#### Data:
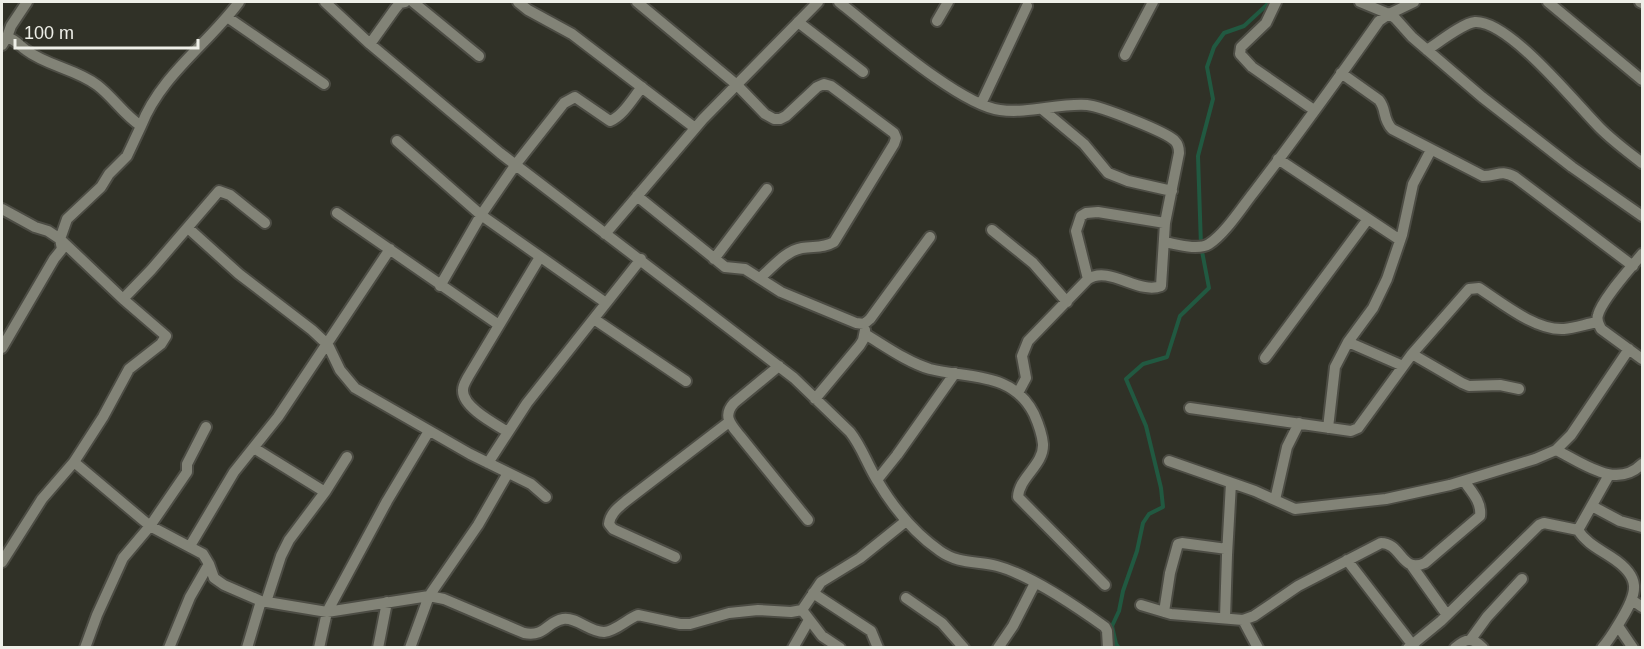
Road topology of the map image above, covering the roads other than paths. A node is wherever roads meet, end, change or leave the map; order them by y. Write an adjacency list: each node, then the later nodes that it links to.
1 (27, 2): 21 (street)
2 (239, 2): 18 (street)
3 (325, 2): 22 (street)
4 (405, 2): 22 (street)
5 (413, 2): 25 (street)
6 (518, 2): 31 (street)
7 (637, 2): 30 (street)
8 (818, 2): 20 (street)
9 (839, 2): 32 (street)
10 (948, 2): 19 (street)
11 (1153, 2): 24 (street)
12 (1276, 2): 34 (street)
13 (1360, 2): 17 (street)
14 (1414, 2): 17 (street)
15 (1548, 2): 28 (street)
16 (1027, 6): 32 (street)
17 (1389, 14): 23 (street); 27 (street)
18 (227, 17): 29 (street); 35 (street)
19 (937, 21)
20 (798, 22): 26 (street); 30 (street)
21 (4, 41): 35 (street)
22 (370, 44): 41 (street)
23 (1427, 50): 40 (street); 48 (street)
24 (1125, 55)
25 (480, 56)
26 (863, 72)
27 (1341, 74): 34 (street); 38 (street)
28 (1642, 80)
29 (324, 84)
30 (737, 85): 36 (street); 65 (street)
31 (642, 87): 36 (street); 41 (street)
32 (981, 104): 33 (street)
33 (1041, 109): 43 (street); 43 (street)
34 (1314, 110): 39 (street)
35 (141, 126): 56 (street)
36 (695, 128): 44 (street)
37 (398, 141): 47 (street)
38 (1431, 150): 57 (street); 64 (street)
39 (1278, 159): 49 (street); 58 (street)
40 (1642, 163)
41 (516, 164): 47 (street); 54 (street)
42 (767, 189): 62 (street)
43 (1172, 191): 51 (street)
44 (637, 196): 54 (street); 62 (street)
45 (2, 209): 56 (street)
46 (337, 213): 59 (street)
47 (481, 215): 61 (street); 67 (street)
48 (1642, 216)
49 (1368, 219): 57 (street); 80 (street)
50 (265, 223): 52 (street)
51 (1165, 223): 58 (street); 66 (street)
52 (188, 228): 68 (street); 76 (street)
53 (992, 230): 69 (street)
54 (604, 234): 63 (street)
55 (930, 237): 74 (street)
56 (60, 239): 68 (street); 77 (street)
57 (1400, 240): 75 (street)
58 (1164, 242): 66 (street)
59 (390, 249): 67 (street); 76 (street)
60 (1642, 254): 64 (street)
61 (540, 257): 70 (street); 73 (street)
62 (714, 259): 65 (street)
63 (641, 260): 70 (street); 82 (street)
64 (1632, 266): 72 (street)
65 (760, 279): 74 (street)
66 (1088, 279): 69 (street)
67 (440, 286): 73 (street)
68 (123, 299): 100 (street)
69 (1068, 302): 87 (street)
70 (606, 303): 71 (street)
71 (594, 318): 85 (street); 95 (street)
72 (1597, 322): 78 (street); 79 (street)
73 (499, 325): 95 (street)
74 (865, 329): 84 (street); 88 (street)
75 (1348, 342): 83 (street); 93 (street)
76 (328, 345): 94 (street); 96 (street)
77 (2, 348)
78 (1629, 349): 81 (street); 97 (street)
79 (1412, 354): 83 (street); 86 (street)
80 (1265, 358)
81 (1642, 359)
82 (779, 366): 88 (street); 90 (street)
83 (1403, 366): 93 (street)
84 (955, 373): 87 (street); 105 (street)
85 (686, 381)
86 (1519, 389)
87 (1018, 393): 126 (street)
88 (815, 399): 105 (street)
89 (1190, 408): 91 (street)
90 (729, 422): 112 (street); 119 (street)
91 (1299, 423): 93 (street); 110 (street)
92 (206, 427): 114 (street)
93 (1328, 428)
94 (429, 431): 101 (street); 136 (street)
95 (508, 432): 101 (street)
96 (254, 448): 108 (street); 117 (street)
97 (1556, 450): 104 (street); 106 (street)
98 (347, 457): 108 (street)
99 (1169, 460): 107 (street)
100 (74, 462): 114 (street); 121 (street)
101 (488, 463): 103 (street)
102 (1642, 464): 104 (street)
103 (508, 473): 109 (street); 128 (street)
104 (1609, 476): 111 (street)
105 (877, 480): 113 (street)
106 (1464, 481): 110 (street); 123 (street)
107 (1232, 483): 110 (street); 118 (street)
108 (325, 492): 131 (street)
109 (546, 497)
110 (1275, 500)
111 (1592, 506): 115 (street); 116 (street)
112 (808, 520)
113 (906, 521): 125 (street); 127 (street)
114 (150, 526): 117 (street); 145 (street)
115 (1642, 527)
116 (1578, 530): 130 (street); 138 (street)
117 (190, 546): 122 (street)
118 (1227, 549): 137 (street); 139 (street)
119 (675, 557)
120 (1347, 560): 123 (street); 141 (street); 144 (street)
121 (2, 562)
122 (209, 564): 131 (street); 146 (street)
123 (1412, 566): 138 (street)
124 (1522, 579): 143 (street)
125 (1035, 583): 155 (street); 156 (street)
126 (1105, 585)
127 (813, 592): 135 (street); 153 (street)
128 (429, 596): 132 (street); 135 (street); 150 (street)
129 (906, 598): 154 (street)
130 (1632, 600): 134 (street); 142 (street)
131 (264, 601): 136 (street); 147 (street)
132 (387, 602): 136 (street); 149 (street)
133 (1141, 605): 137 (street)
134 (1642, 607)
135 (802, 610): 140 (street)
136 (327, 612): 148 (street)
137 (1164, 612): 139 (street)
138 (1447, 615): 144 (street)
139 (1225, 618): 141 (street)
140 (808, 620): 151 (street); 152 (street)
141 (1243, 620): 157 (street)
142 (1618, 626): 160 (street); 161 (street)
143 (1472, 639): 158 (street); 159 (street)
144 (1411, 646)
145 (85, 648)
146 (169, 648)
147 (247, 648)
148 (319, 648)
149 (378, 648)
150 (410, 648)
151 (793, 648)
152 (840, 648)
153 (878, 648)
154 (964, 648)
155 (998, 648)
156 (1108, 648)
157 (1258, 648)
158 (1455, 648)
159 (1483, 648)
160 (1602, 648)
161 (1633, 648)

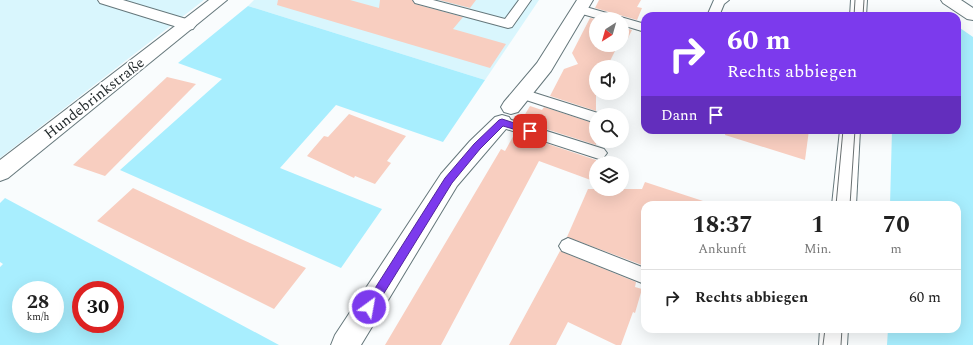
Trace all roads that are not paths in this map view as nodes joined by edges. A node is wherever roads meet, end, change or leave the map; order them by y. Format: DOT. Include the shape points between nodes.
graph roads {
  1 [pos="106,0"];
  2 [pos="219,0"];
  3 [pos="419,0"];
  4 [pos="526,0"];
  5 [pos="723,0"];
  6 [pos="859,0"];
  7 [pos="949,0"];
  8 [pos="582,5"];
  9 [pos="598,12"];
  10 [pos="715,12"];
  11 [pos="858,12"];
  12 [pos="973,15"];
  13 [pos="629,23"];
  14 [pos="187,25"];
  15 [pos="641,27"];
  16 [pos="512,107"];
  17 [pos="589,117"];
  18 [pos="850,134"];
  19 [pos="599,153"];
  20 [pos="0,172"];
  21 [pos="844,201"];
  22 [pos="568,246"];
  23 [pos="641,275"];
  24 [pos="345,345"];
  1 -- 14 [label="street"];
  2 -- 14 [label="street, Hundebrinkstraße"];
  3 -- 4 [label="lane" via="508,24"];
  5 -- 10 [label="lane" via="719,2"];
  6 -- 11 [label="street"];
  7 -- 12 [label="street"];
  8 -- 9 [label="lane"];
  8 -- 16 [label="street" via="544,67"];
  13 -- 15 [label="lane"];
  14 -- 20 [label="street, Hundebrinkstraße"];
  16 -- 17 [label="lane"];
  16 -- 19 [label="lane"];
  16 -- 24 [label="street" via="449,180"];
  18 -- 21 [label="street"];
  22 -- 23 [label="lane"];
}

#### About this task:
Among the lines above, find those containing the word "lane" and copy each.

#### Your response:
  3 -- 4 [label="lane" via="508,24"];
  5 -- 10 [label="lane" via="719,2"];
  8 -- 9 [label="lane"];
  13 -- 15 [label="lane"];
  16 -- 17 [label="lane"];
  16 -- 19 [label="lane"];
  22 -- 23 [label="lane"];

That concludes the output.